We went out to save some money today, more me than Maggie actually. You know how it works, the shops reduce the prices and you go out and buy lots of things you didn't intend to buy. The January Sales or as we say round these here parts Las Rebajas de Enero. I always like to go to Corte Inglés, one of the originators of the first Sales in Spain, to see if they have any designer label clothes for market stall prices. Fat chance. I spent money I didn't have though.

When we first arrived in Spain shopping times, were, pretty much, regulated. Shops, except maybe bakers and paper shops, didn't open on Sundays and The Sales only took place in July and after Kings in January. There were lots of rules about how long they had to last, how the discounts had to relate to the prices on goods which had been available in the shops for weeks beforehand and all sorts of other stuff. Nowadays shops can have Sales whenever they want. But custom and habit are culturally powerful and people still think of, and wait for, the Summer and January Sales

The rules were relaxed in 2013. As well as the changes to The Sales there were lots of changes to the opening hours of shops. For example, weekly opening hours were increased from 72 to 90 hours for shops over 300 square metres, which explains why none of the big supermarkets are open 24 hours, but why there is a boom in the smaller town centre supermarkets. Shops under 150 square metres can open when and as they please - on Sundays, on holidays, 24 hours a day. It's not easy to generalise about the legislation, and I may have some of this wrong because it is all ifs and buts because the Central Government rules can be varied by local rules from the Autonomous Communities. For instance before the changes shops could open 12 times a year on Sundays and holidays but the Regions could reduce that to eight times per year. Now the National limit is sixteen times (for the bigger shops) but the Regions can reduce that to as few as ten times per year if they wish. The National legislation also allowed big shops in important tourist destinations, determined by the figure for overnight stays or the number of cruise ship passengers, to open all year round. That's why, for instance, Cartagena has a lot of Sunday shopping but Murcia city doesn't.

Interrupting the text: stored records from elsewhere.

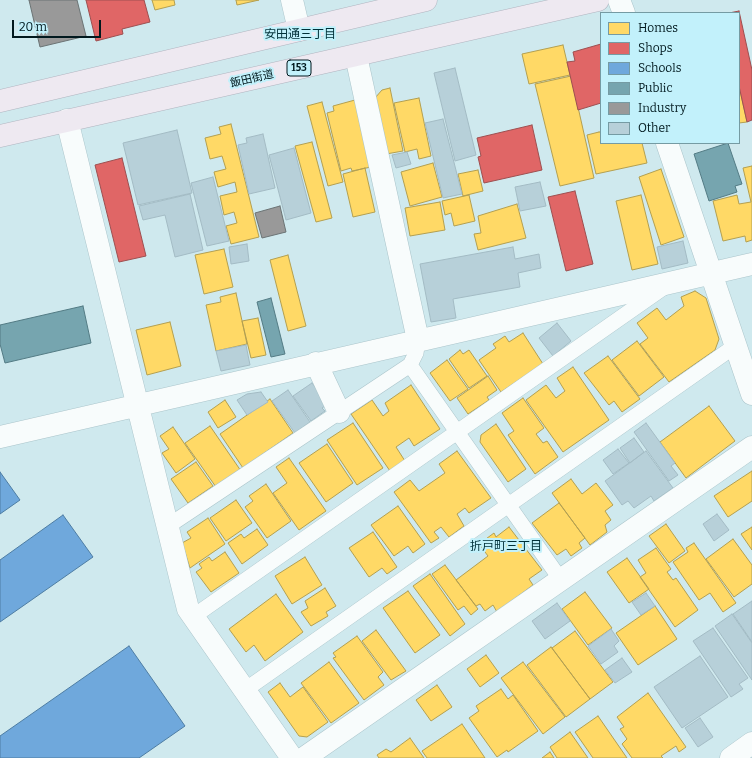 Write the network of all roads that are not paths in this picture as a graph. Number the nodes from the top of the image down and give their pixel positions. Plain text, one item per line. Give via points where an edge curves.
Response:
1 (292, 0) edge
2 (426, 0) edge
3 (598, 0) edge
4 (619, 0) edge
5 (624, 12) edge
6 (299, 30) junction
7 (356, 56) junction
8 (0, 101) edge
9 (67, 120) junction
10 (0, 136) edge
11 (667, 144) edge
12 (752, 264) edge
13 (710, 273) junction
14 (674, 281) junction
15 (418, 340) junction
16 (735, 346) junction
17 (316, 363) junction
18 (410, 365) junction
19 (752, 394) edge
20 (137, 405) junction
21 (340, 412) junction
22 (457, 432) junction
23 (0, 437) edge
24 (752, 447) edge
25 (508, 505) junction
26 (168, 526) junction
27 (561, 580) junction
28 (194, 616) junction
29 (245, 690) junction
30 (752, 743) edge
31 (292, 758) edge
32 (304, 758) edge
33 (731, 758) edge

1 - 6 street
2 - 6 highway
3 - 7 highway, 飯田街道 / 153
4 - 5 street
6 - 8 highway
7 - 9 highway, 飯田街道 / 153
7 - 15 street
9 - 10 highway, 飯田街道 / 153
9 - 20 street
11 - 13 street
12 - 13 street
13 - 14 street
13 - 16 street
14 - 15 street
14 - 22 lane
15 - 17 street
15 - 18 lane via 416,353
16 - 19 street
16 - 25 lane
17 - 20 street
17 - 21 street
18 - 21 lane
18 - 22 lane
20 - 23 street
20 - 26 street
21 - 26 lane
22 - 25 lane
22 - 28 lane
24 - 27 street
25 - 27 lane
25 - 29 lane
26 - 28 street via 188,609
27 - 32 street
28 - 29 street
29 - 31 street
30 - 33 street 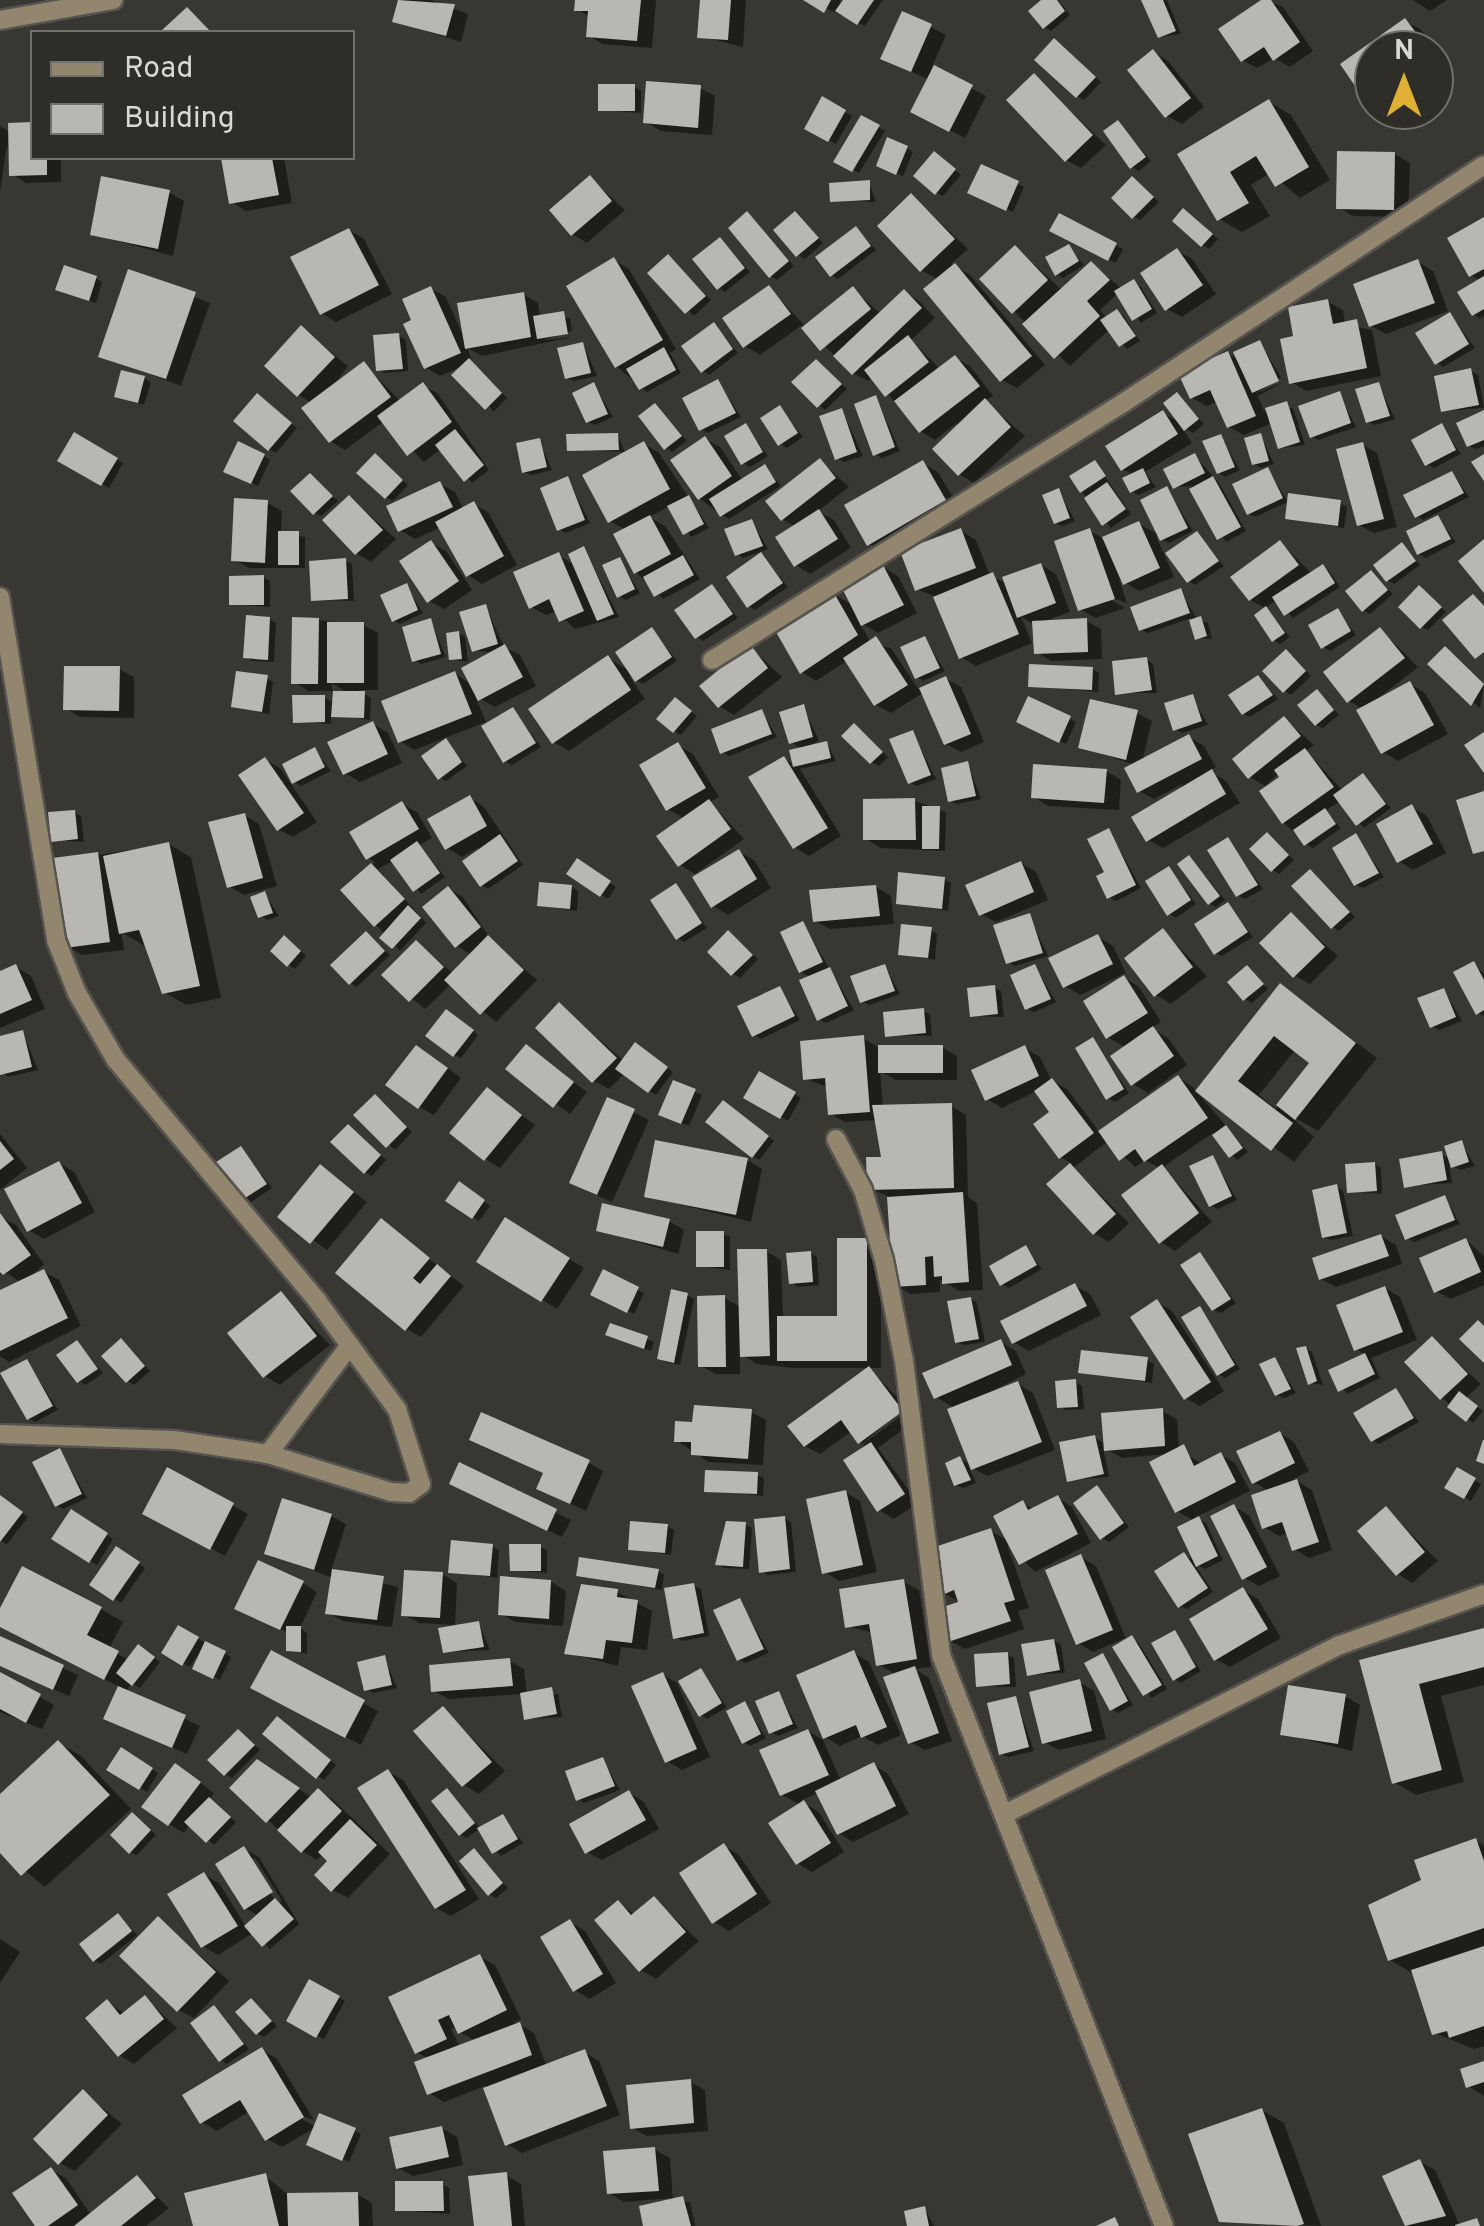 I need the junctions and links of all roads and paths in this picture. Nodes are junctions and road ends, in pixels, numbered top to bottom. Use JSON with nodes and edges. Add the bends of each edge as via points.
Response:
{"nodes":[{"id":1,"x":113,"y":0,"type":"edge"},
{"id":2,"x":0,"y":20,"type":"edge"},
{"id":3,"x":1484,"y":165,"type":"edge"},
{"id":4,"x":0,"y":597,"type":"edge"},
{"id":5,"x":712,"y":660,"type":"dead end"},
{"id":6,"x":836,"y":1139,"type":"dead end"},
{"id":7,"x":350,"y":1345,"type":"junction"},
{"id":8,"x":0,"y":1434,"type":"edge"},
{"id":9,"x":268,"y":1454,"type":"junction"},
{"id":10,"x":1484,"y":1594,"type":"edge"},
{"id":11,"x":1005,"y":1814,"type":"junction"},
{"id":12,"x":1164,"y":2226,"type":"edge"}],
"edges":[{"from":1,"to":2,"type":"street"},
{"from":3,"to":5,"type":"street"},
{"from":4,"to":7,"type":"street","via":[[56,940],[76,993],[116,1060]]},
{"from":6,"to":11,"type":"street","via":[[863,1190],[888,1276],[941,1656]]},
{"from":7,"to":9,"type":"street"},
{"from":7,"to":9,"type":"street","via":[[397,1409],[421,1484],[409,1493],[391,1492]]},
{"from":8,"to":9,"type":"street","via":[[174,1440]]},
{"from":10,"to":11,"type":"street","via":[[1340,1645]]},
{"from":11,"to":12,"type":"street"}]}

In the area we live, in Valencia, local legislation sets the number of Sunday and holiday openings for big stores to eleven times per year but it also gives "special status" to some areas, the ones with most tourists, like Alborache, L'Alfàs del Pi, Finestrat, Torrevieja y la costa de Benissa, Orihuela y Pilar de la Horadada where the shops can (I think) also open the additional Sundays, and any holidays, between mid June and mid September. The big shops and shopping centres outside those areas - in Alicante and Valencia cities in particular - don't get that extra summer dispensation and the eleven possible days they can open do not include the traditional Sundays on which the Summer and January Sales start, two of the busiest days of the year. So those big shops and centres feel hard done by and have taken the Valencian Government to court to make it comply with Central Government legislation. Of course it takes years for some legal actions to get to court so, in the meantime, the local legislation holds good.

Even if you found that confusing it may explain why some of the "Chinese" shops seem to be open all the time, why big supermarkets aren't and why lots of shops are open on the run up to Christmas.

Sunday, December 31, 2017

Starsky and Hutch and the like

Everybody knows that Italian men are cool. Everybody knows that Italian men don't wear socks. Before I came here I presumed that Spain was, probably, more or less like Italy - both have wine, olives, sun and the Mediterranean. So, just before I left the UK in 2004 I bought some Timberland loafers. All leather, no problems with sweaty feet. At least that was the hope.

I still have the Timberland shoes, I don't wear them often but they are still in excellent condition and they smell fine. I never have taken to going sockless. Spaniards wear flip flops in summer anyway. The cords that I bought from GAP, when it first opened in Cambridge, which is definitely a long, long time ago, are no longer a baggy fit but I still put them on from time to time. In fact there are lots of things I still wear that I brought from the UK in 2004 which makes them at least 13 years old. Some, like a big Marks ans Sparks Starsky and Hutch inspired cardigan, that I only now dare wear around the house, are much, much older. Some things, the inherited things, that we brought with us, tools for instance, are ancient.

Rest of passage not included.